Эхо и тишина. Пока луна не уходит (на самом деле не уходит, а прячется) и сквозь деревья не проглядывает солнце.
Прежде, чем комната полностью освещается, мобильный Эдварда, лежащий на тумбочке, звонит. И это первое напоминание о внешнем мире с тех пор, как я стащила из его кармана кольцо, и он задал мне вопрос, и я сказала «да».
Он бросает взгляд на экран и выпрыгивает из кровати.
- Привет, Элис.
Его волосы – необузданный секс.
Он выходит из комнаты. И я остаюсь ни с чем, кроме запаха Эдварда.
Я заворачиваюсь в простыню и устраиваюсь на теплом месте рядом со мной в нашей постели.

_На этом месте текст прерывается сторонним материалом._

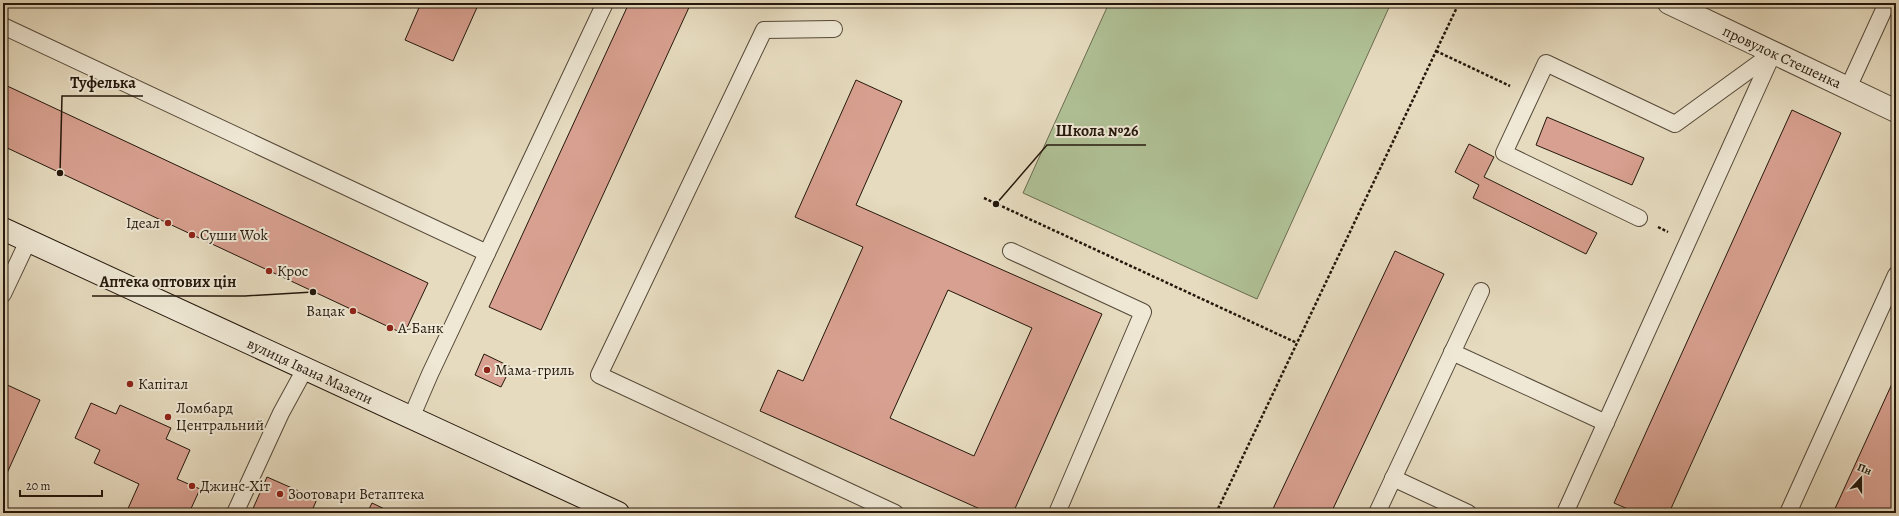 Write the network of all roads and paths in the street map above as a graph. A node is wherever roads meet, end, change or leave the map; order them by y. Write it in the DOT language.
graph roads {
  1 [pos="605,3"];
  2 [pos="1669,3"];
  3 [pos="1887,3"];
  4 [pos="1459,4"];
  5 [pos="3,26"];
  6 [pos="834,29"];
  7 [pos="1436,51"];
  8 [pos="1773,52"];
  9 [pos="1848,88"];
  10 [pos="1531,95"];
  11 [pos="1896,111"];
  12 [pos="984,198"];
  13 [pos="1639,218"];
  14 [pos="3,230"];
  15 [pos="28,241"];
  16 [pos="1687,242"];
  17 [pos="1011,251"];
  18 [pos="487,253"];
  19 [pos="1896,275"];
  20 [pos="1481,291"];
  21 [pos="3,294"];
  22 [pos="1297,343"];
  23 [pos="1452,352"];
  24 [pos="305,369"];
  25 [pos="411,418"];
  26 [pos="1606,423"];
  27 [pos="1393,478"];
  28 [pos="235,513"];
  29 [pos="618,513"];
  30 [pos="895,513"];
  31 [pos="1057,513"];
  32 [pos="1216,513"];
  33 [pos="1377,513"];
  34 [pos="1468,513"];
  35 [pos="1565,513"];
  36 [pos="1788,513"];
  1 -- 18 [label="lane"];
  2 -- 8 [label="main road, провулок Стешенка"];
  3 -- 9 [label="lane"];
  4 -- 7 [label="path"];
  5 -- 18 [label="lane"];
  6 -- 30 [label="lane"];
  7 -- 10 [label="path"];
  7 -- 22 [label="path"];
  8 -- 9 [label="main road, провулок Стешенка"];
  8 -- 10 [label="lane"];
  8 -- 16 [label="lane"];
  9 -- 11 [label="main road, провулок Стешенка"];
  10 -- 13 [label="lane"];
  12 -- 22 [label="path"];
  13 -- 16 [label="path"];
  14 -- 15 [label="main road, вулиця Івана Мазепи"];
  15 -- 21 [label="lane"];
  15 -- 24 [label="main road, вулиця Івана Мазепи"];
  16 -- 26 [label="lane"];
  17 -- 31 [label="lane"];
  18 -- 25 [label="lane"];
  19 -- 36 [label="lane"];
  20 -- 23 [label="lane"];
  22 -- 32 [label="path"];
  23 -- 26 [label="lane"];
  23 -- 27 [label="lane"];
  24 -- 25 [label="main road, вулиця Івана Мазепи"];
  24 -- 28 [label="lane"];
  25 -- 29 [label="main road, вулиця Івана Мазепи"];
  26 -- 35 [label="lane"];
  27 -- 33 [label="lane"];
  27 -- 34 [label="lane"];
}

Веки налиты тяжестью. Я накрываю лицо подушкой, крепко прижимая ее. И задаюсь вопросом: прекратятся ли когда-нибудь эти ощущения. Словно живой сон. Словно чья-то чужая жизнь. Словно больше, чем я, вероятно, заслуживаю.
Но это не сон. И не чья-то чужая жизнь. И может быть – лишь может быть – это не больше, чем я заслуживаю.
Сердце трепещется в груди. Потому что я знаю, что все, чего я хочу, это этот дом, эту постель и этого мужчину.
И маленькую девочку. Ту, которую не знаю, могу ли иметь. Может быть, она не предназначена для нас. Или, может быть, мы не предназначены для нее. Но часть меня знает, что она наша.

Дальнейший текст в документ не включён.